At its most basic, human labour may be regarded as an interaction between the corpus and the cervix ( Fig 1-1 ). For the maintenance of pregnancy the corpus must be quiescent and the cervix closed and uneffaced. In labour the corpus contracts and the cervix yields. A useful analogy may be to compare this process to the experience of putting on, for the first time, a roll-neck pullover. Just as with the fetus, the head must be flexed to present its smallest diameters to the cervix, or neck of the pullover, which is effaced round the presenting part and ultimately dilated as a result of traction applied by the arms, which are in this connection analogous to the myometrial fibres.

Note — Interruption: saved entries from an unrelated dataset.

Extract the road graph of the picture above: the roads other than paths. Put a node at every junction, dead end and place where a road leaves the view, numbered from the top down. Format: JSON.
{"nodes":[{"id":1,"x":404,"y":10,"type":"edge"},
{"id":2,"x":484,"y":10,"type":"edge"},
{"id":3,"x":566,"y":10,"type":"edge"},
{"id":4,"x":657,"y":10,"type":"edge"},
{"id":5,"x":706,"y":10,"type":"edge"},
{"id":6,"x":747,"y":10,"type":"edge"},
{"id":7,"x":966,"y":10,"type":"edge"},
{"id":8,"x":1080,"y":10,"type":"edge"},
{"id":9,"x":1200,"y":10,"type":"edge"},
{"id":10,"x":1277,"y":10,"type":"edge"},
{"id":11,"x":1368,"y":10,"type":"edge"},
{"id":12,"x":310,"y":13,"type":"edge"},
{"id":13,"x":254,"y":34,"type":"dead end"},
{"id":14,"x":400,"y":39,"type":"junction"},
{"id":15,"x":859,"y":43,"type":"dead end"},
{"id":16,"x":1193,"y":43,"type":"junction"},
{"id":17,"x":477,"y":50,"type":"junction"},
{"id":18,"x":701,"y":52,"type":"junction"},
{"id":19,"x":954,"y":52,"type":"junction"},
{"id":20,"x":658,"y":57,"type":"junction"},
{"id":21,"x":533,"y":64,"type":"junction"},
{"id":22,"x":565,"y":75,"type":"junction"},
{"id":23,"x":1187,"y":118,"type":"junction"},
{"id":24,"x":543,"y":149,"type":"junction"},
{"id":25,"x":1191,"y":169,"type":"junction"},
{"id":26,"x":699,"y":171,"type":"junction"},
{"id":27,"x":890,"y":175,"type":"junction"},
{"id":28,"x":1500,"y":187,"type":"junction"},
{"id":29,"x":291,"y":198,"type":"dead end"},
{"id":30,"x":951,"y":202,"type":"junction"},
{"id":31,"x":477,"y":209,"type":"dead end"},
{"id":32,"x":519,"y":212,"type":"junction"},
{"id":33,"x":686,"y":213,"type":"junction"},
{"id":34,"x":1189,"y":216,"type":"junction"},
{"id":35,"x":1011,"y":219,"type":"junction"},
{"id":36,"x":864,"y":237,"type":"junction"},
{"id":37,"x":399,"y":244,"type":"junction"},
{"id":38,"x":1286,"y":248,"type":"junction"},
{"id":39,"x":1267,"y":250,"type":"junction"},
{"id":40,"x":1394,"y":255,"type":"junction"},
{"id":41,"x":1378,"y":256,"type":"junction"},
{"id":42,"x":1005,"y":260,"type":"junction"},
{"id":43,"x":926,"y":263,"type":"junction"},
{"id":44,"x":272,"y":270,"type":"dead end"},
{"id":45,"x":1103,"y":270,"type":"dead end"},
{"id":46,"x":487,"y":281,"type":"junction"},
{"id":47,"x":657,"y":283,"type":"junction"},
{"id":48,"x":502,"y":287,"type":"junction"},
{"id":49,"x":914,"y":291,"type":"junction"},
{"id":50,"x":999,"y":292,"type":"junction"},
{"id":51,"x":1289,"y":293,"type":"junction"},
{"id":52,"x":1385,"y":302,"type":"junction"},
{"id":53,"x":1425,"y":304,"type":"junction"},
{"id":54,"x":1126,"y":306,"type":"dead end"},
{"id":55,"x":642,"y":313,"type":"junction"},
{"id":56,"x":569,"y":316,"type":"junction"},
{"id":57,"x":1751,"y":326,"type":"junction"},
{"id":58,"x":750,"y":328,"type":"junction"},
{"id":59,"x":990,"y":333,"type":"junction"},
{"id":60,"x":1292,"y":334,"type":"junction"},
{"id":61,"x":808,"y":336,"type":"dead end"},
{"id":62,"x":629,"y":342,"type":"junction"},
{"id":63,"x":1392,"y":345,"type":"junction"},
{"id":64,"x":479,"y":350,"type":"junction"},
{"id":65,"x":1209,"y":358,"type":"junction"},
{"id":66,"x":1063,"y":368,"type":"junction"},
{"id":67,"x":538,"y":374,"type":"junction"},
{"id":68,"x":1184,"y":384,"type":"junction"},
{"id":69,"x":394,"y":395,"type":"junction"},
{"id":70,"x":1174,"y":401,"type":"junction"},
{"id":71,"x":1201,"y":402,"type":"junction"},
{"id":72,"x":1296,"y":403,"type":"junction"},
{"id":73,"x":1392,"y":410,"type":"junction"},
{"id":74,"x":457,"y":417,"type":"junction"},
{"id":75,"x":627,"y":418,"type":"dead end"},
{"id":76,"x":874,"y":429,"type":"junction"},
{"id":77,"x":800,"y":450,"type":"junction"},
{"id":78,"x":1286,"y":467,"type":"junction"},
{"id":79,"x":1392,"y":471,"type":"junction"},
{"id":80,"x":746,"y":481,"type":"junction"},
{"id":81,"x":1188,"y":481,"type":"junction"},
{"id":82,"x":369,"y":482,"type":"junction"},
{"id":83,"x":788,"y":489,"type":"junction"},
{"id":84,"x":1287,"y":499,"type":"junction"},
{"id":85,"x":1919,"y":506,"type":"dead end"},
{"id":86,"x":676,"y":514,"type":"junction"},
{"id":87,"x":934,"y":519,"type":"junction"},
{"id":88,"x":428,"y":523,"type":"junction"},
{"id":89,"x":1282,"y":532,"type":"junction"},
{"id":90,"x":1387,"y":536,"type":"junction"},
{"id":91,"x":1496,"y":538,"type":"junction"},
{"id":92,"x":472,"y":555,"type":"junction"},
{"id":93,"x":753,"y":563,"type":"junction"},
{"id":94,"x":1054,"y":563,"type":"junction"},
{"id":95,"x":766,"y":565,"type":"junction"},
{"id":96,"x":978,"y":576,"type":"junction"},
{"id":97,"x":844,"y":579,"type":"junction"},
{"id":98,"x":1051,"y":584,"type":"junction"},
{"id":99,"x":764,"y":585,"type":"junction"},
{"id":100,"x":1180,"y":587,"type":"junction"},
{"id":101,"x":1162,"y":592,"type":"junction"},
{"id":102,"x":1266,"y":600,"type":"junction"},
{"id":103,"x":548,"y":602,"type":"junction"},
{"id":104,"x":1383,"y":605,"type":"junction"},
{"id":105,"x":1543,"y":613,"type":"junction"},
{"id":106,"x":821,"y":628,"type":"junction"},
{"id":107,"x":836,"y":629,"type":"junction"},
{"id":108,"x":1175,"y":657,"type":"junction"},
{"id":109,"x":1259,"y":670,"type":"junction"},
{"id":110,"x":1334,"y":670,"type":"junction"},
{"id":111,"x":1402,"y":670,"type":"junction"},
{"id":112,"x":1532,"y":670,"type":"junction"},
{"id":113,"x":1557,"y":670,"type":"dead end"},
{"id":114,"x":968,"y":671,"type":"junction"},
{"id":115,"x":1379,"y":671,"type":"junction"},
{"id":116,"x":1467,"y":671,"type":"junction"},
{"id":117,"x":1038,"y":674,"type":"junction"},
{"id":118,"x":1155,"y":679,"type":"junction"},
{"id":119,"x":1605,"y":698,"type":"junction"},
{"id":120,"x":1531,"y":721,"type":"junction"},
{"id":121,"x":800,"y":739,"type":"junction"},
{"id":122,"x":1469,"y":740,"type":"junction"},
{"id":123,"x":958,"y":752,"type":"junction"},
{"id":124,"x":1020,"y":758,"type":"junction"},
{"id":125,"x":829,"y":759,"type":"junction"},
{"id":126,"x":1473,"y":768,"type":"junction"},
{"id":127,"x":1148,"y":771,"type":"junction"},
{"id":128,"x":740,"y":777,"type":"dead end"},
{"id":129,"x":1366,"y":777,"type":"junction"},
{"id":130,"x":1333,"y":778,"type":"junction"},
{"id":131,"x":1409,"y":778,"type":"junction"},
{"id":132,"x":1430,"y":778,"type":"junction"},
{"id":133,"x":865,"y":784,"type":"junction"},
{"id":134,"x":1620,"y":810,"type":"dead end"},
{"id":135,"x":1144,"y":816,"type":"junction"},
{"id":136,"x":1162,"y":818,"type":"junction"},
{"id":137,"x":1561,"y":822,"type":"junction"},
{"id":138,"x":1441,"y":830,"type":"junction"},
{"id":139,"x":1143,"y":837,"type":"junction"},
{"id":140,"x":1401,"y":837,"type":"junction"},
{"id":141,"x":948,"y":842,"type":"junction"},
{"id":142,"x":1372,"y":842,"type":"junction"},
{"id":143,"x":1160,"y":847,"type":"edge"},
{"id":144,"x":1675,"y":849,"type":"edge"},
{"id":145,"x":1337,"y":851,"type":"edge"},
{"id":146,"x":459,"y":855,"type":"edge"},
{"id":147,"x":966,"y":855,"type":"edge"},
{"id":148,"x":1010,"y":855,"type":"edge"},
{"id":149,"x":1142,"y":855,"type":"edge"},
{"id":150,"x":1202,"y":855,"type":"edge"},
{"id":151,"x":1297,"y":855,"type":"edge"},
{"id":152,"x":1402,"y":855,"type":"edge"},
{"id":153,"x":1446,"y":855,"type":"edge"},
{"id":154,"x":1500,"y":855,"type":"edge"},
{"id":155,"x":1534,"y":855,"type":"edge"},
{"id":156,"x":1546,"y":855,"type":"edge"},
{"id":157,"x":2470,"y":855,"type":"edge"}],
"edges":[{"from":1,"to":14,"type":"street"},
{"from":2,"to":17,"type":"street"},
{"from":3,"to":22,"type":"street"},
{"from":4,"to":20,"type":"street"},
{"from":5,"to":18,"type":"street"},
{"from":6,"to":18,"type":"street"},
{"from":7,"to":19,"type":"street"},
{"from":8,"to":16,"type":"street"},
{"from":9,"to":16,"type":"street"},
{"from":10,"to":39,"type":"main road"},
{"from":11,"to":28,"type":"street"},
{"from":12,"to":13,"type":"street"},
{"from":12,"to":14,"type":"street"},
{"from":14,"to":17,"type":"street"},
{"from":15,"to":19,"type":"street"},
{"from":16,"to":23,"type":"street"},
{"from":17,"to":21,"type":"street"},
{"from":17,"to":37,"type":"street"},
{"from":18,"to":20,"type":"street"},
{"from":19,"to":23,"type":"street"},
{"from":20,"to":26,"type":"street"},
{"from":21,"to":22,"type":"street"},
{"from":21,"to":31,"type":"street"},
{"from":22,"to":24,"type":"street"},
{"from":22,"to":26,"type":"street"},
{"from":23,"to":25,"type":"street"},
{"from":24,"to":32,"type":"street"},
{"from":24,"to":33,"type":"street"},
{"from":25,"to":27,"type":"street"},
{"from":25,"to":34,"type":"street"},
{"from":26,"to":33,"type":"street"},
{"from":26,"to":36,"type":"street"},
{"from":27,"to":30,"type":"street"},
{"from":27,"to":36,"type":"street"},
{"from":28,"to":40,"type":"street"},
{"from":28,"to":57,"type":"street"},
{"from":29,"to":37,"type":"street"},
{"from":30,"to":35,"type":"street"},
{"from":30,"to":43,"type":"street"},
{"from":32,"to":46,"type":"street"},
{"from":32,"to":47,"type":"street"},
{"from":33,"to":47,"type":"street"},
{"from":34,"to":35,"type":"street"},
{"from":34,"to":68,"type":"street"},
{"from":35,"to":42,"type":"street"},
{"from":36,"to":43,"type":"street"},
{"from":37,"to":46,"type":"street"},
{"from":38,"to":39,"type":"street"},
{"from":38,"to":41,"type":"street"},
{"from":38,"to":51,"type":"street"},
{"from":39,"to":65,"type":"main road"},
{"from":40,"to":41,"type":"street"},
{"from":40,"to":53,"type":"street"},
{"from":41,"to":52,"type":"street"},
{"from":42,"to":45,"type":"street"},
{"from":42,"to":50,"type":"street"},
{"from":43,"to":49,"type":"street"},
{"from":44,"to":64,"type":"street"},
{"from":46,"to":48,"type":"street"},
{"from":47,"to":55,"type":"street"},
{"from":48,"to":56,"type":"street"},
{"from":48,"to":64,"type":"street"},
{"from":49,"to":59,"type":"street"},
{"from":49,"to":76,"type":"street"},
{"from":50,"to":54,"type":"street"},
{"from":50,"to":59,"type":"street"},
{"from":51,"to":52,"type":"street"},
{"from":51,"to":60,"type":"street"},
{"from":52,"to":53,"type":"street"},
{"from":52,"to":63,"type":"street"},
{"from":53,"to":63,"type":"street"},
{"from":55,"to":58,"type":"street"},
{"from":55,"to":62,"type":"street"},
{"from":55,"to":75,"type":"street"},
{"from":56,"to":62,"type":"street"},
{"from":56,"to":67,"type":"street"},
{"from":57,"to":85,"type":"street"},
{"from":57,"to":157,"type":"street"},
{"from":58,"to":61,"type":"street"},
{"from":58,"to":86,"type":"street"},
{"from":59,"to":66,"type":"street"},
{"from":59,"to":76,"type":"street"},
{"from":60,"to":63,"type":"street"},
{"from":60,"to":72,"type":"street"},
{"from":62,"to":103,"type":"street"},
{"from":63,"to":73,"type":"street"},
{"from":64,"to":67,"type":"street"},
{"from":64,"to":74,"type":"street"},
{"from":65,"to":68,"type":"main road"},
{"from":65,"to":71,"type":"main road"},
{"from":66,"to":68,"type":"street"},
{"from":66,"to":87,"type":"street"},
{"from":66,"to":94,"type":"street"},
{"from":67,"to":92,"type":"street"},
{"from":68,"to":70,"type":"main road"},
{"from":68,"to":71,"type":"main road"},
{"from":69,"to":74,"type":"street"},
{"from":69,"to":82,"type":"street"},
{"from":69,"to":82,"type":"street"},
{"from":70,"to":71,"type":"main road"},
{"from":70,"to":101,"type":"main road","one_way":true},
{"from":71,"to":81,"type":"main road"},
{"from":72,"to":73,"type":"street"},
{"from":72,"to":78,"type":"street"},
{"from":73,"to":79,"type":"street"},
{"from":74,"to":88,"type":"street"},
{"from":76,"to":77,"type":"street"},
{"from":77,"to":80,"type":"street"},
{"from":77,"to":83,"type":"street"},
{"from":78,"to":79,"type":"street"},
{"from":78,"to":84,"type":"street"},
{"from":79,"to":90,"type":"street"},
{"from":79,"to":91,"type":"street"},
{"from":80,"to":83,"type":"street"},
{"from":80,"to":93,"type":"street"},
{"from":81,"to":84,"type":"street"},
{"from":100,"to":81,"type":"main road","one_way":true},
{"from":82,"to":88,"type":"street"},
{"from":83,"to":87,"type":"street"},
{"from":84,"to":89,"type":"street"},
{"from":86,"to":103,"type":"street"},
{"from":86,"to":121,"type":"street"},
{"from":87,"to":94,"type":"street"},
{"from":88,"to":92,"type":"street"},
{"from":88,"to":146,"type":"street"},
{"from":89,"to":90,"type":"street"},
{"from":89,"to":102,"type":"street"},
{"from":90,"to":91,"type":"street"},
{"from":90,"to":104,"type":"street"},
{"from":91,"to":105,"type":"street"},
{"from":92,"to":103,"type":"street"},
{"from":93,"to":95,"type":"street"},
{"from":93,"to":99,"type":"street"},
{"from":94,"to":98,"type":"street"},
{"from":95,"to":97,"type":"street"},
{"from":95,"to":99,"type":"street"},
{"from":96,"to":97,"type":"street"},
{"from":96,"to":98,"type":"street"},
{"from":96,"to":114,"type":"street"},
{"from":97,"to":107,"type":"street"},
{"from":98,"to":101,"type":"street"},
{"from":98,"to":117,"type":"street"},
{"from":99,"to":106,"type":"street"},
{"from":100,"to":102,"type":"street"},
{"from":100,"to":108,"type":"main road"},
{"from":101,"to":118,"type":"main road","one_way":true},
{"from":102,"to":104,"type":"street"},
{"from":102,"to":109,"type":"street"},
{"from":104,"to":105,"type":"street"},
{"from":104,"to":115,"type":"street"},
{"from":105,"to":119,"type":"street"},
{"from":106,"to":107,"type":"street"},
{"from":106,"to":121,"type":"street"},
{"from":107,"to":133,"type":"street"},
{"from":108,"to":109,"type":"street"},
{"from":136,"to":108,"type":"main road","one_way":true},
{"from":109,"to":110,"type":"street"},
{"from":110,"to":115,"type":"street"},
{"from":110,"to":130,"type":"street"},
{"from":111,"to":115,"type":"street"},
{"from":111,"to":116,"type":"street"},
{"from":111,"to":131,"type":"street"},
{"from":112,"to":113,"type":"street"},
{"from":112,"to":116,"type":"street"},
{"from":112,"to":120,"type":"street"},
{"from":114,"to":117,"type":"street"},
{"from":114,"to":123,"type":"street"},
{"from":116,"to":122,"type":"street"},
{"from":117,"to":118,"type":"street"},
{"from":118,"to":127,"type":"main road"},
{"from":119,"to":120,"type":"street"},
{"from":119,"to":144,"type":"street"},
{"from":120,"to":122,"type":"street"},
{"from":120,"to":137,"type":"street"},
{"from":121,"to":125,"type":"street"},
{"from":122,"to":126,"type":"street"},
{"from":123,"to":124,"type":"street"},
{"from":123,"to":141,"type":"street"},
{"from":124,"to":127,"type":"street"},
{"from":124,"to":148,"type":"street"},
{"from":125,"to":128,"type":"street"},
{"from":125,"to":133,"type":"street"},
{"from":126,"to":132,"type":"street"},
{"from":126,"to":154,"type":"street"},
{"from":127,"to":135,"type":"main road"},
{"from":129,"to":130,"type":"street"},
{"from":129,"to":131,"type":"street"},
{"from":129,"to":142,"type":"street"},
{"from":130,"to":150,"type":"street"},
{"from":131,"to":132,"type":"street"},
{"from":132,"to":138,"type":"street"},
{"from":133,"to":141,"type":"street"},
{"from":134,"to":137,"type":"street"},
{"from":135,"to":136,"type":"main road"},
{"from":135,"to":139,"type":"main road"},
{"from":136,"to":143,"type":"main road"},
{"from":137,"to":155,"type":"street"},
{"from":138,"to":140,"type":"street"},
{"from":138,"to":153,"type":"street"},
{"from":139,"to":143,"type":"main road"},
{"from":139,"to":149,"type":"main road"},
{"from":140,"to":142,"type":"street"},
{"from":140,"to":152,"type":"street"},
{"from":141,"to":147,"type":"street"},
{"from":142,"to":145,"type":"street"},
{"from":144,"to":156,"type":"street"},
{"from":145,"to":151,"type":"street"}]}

Although it has been conventional to acknowledge a ‘lower uterine segment’ arising from the uterine isthmus (between the non-pregnant corpus and cervix), in practice it may be more helpful simply to see the boundary between corpus and cervix as the ‘fibromuscular junction’ which marks the change from a mostly muscular corpus to a predominantly fibrous cervix. Obstetric purists may argue that the concept of a ‘lower segment’ is helpful in the definition of placenta praevia and in directing the site of contemporary caesarean sections but, those issues apart, it is of little relevance and it is a difficult concept to define either anatomically or physiologically.
At its simplest, contraction of the myometrial cell requires actin and myosin to combine in the contractile filament actomyosin ( Fig 1-2 ). This reaction is catalyzed by the enzyme myosin light-chain kinase, which is heavily calcium dependent. Calcium in turn relies for its availability on oxytocin and prostaglandin F2α, which transport it into the cell and also free it from intracellular stores. On the other hand this reaction is inhibited by progesterone, cyclic AMP and β-adrenergic agents. A particular insight into how the myometrial effort is co-ordinated into a concerted function came from the recognition of the essential requirement for gap junctions (biochemically characterized as Connexin-43) to be formed between individual myometrial cells, allowing cell-to-cell transmission of electrical impulses and ions. Thus, the corpus can display a wave of contractility propagated across its cell population which becomes a functional syncytium rather than a disorganized rabble of individual muscle fibres.